O Roacctune está a ser alvo de investigação no Reino Unido por potencial ligação ao suícido de jovens no país. Por cá, o medicamento para a acne está disponível nas farmácias, tendo levado o Infarmed a prestar atenção ao caso, segundo adianta o Observador.
Em Portugal, é vendido com o nome principal Isotretinoína e, pelo menos desde 2004, não há registos de mortes possivelmente relacionadas com o medicamento. Generis Farmacêutica, Laboratório Medinfar, IFC Skincare Portugal e Axone são os laboratórios autorizados a vender o produto, mas apenas os dois primeiros comercializam-no efectivamente.
A mesma publicação sublinha que desde 1998 que existem relatórios a alertar para a possibilidade de a isotretinoína provocar efeitos secundários a nível psiquiátrico, aumentando nomeadamente o risco de depressão.
Na bula de um dos fármacos vendidos no mercado português com esta substância activa, pede-se que o paciente fale com o médico antes de tomar o medicamento. Entre os efeitos raros apresentados aparecem “depressão ou perturbações”, “agravamento da depressão existente” ou possibilidade de “tornar-se violento ou agressivo”. Além disso, nos efeitos muito raros, que podem afectar até uma em cada 10 mil pessoas, lê-se “algumas pessoas tiveram pensamentos ou sentimentos sobre magoarem-se (pensamentos suicidas), tentaram suicidar-se (tentativa de suicídio) ou suicidaram-se (suícidio). A bula avisa ainda que “estas pessoas podem não parecer deprimidas”.
Em declarações ao Observador, o Infarmed explica que, por ser usado sobretudo por pessoas com acne, o fármaco tende a apontar a pacientes “com baixa auto-estima e que já podem ter algumas questões psicológicas para serem tratadas”. Por se tratar de um medicamento que acarreta alguns riscos, é vendido em Portugal com uma sinalética especial, um triângulo preto.

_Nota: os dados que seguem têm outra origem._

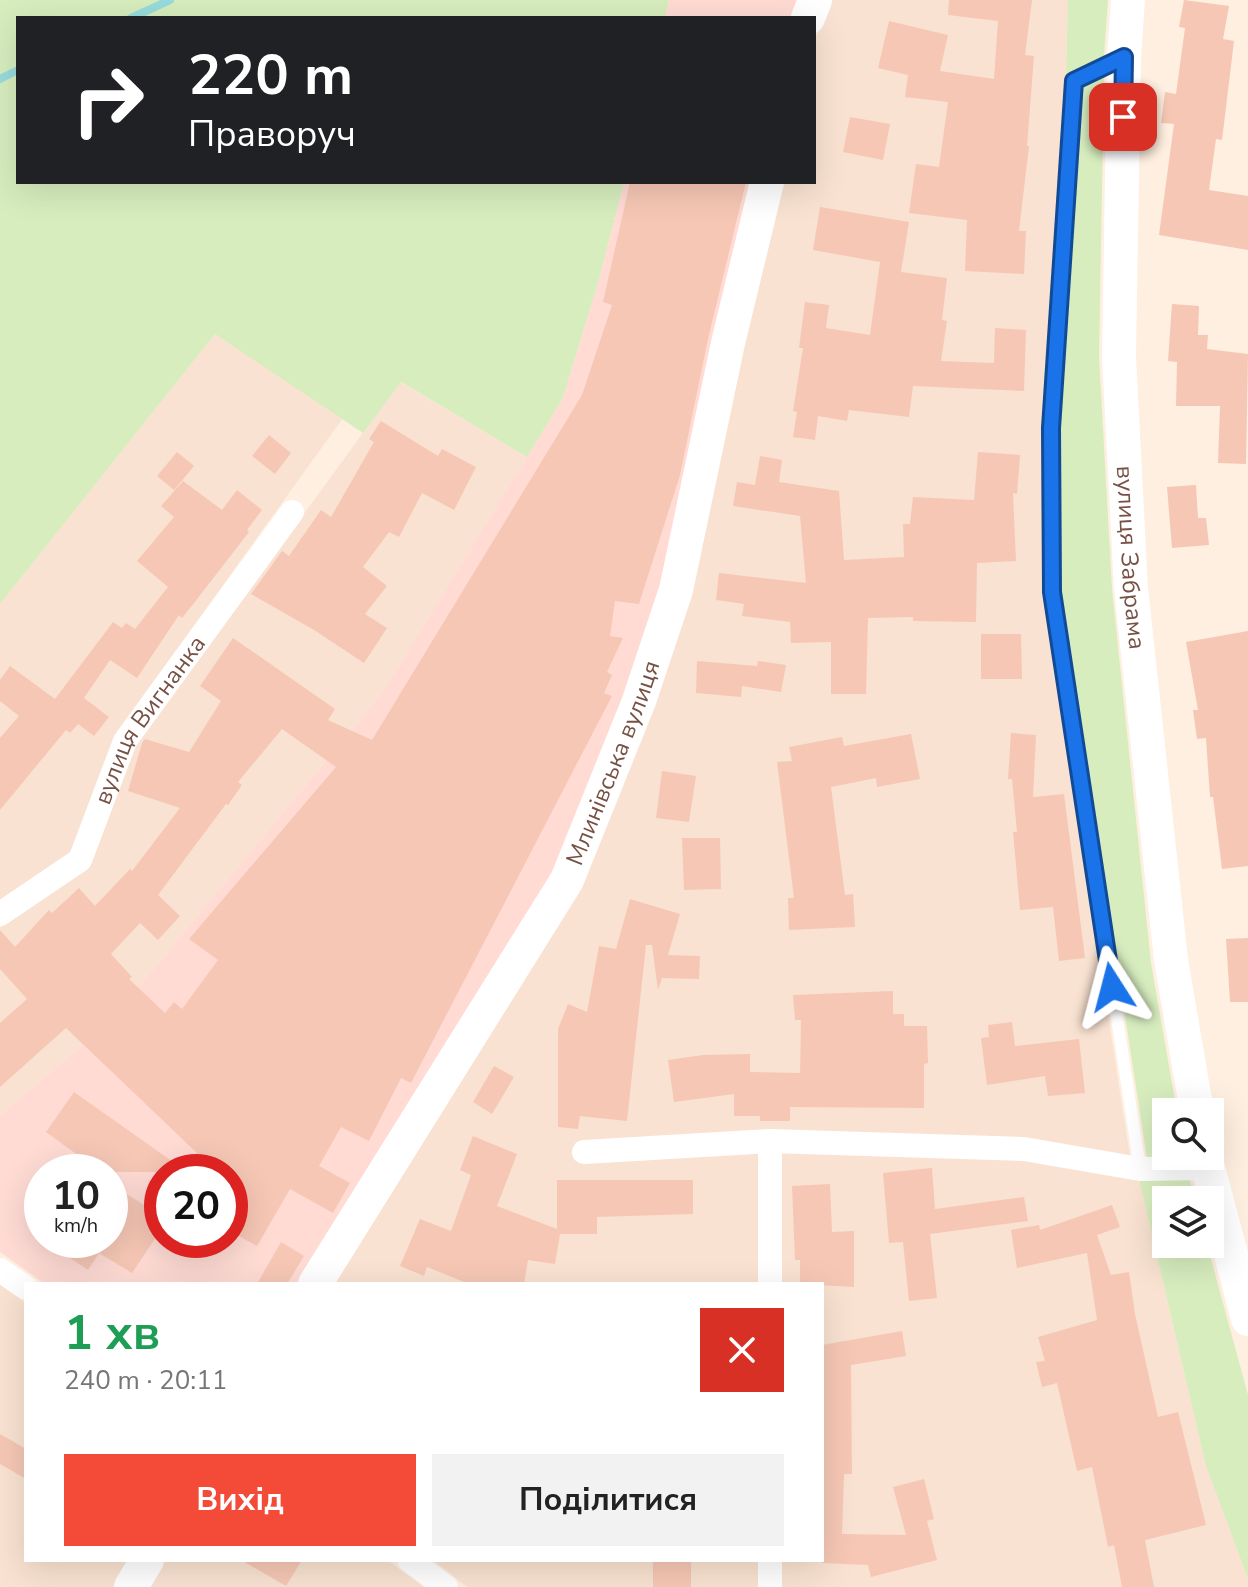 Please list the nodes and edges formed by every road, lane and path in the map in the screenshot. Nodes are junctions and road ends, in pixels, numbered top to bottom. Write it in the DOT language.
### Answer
graph roads {
  1 [pos="1128,0"];
  2 [pos="1124,57"];
  3 [pos="767,184"];
  4 [pos="292,512"];
  5 [pos="0,914"];
  6 [pos="1195,1098"];
  7 [pos="770,1141"];
  8 [pos="584,1152"];
  9 [pos="1152,1168"];
  10 [pos="1140,1169"];
  11 [pos="1208,1170"];
  12 [pos="0,1270"];
  13 [pos="316,1282"];
  14 [pos="770,1282"];
  15 [pos="24,1287"];
  16 [pos="1248,1319"];
  17 [pos="146,1562"];
  18 [pos="412,1562"];
  19 [pos="770,1562"];
  20 [pos="131,1587"];
  21 [pos="446,1587"];
  22 [pos="770,1587"];
  1 -- 2 [label="main road, вулиця Забрама"];
  2 -- 6 [label="main road, вулиця Забрама"];
  2 -- 10 [label="lane"];
  3 -- 13 [label="main road, Млинівська вулиця"];
  4 -- 5 [label="street, вулиця Вигнанка"];
  7 -- 8 [label="street"];
  7 -- 10 [label="street"];
  7 -- 14 [label="street"];
  9 -- 10 [label="street"];
  11 -- 16 [label="main road"];
  12 -- 15 [label="street"];
  17 -- 20 [label="main road"];
  18 -- 21 [label="street"];
  19 -- 22 [label="street"];
}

No Reino Unido, 12 jovens morreram após terem tomado Roaccutane – 10 deles por suicídio. As autoridades de saúde decidiram, por isso, investigar o possível papel do medicamento nas suas mortes. Desde 1998, indica o The Guardian, já se registaram 88 mortes entre pessoas que tomavam Roaccutane – sete das quais no ano passado.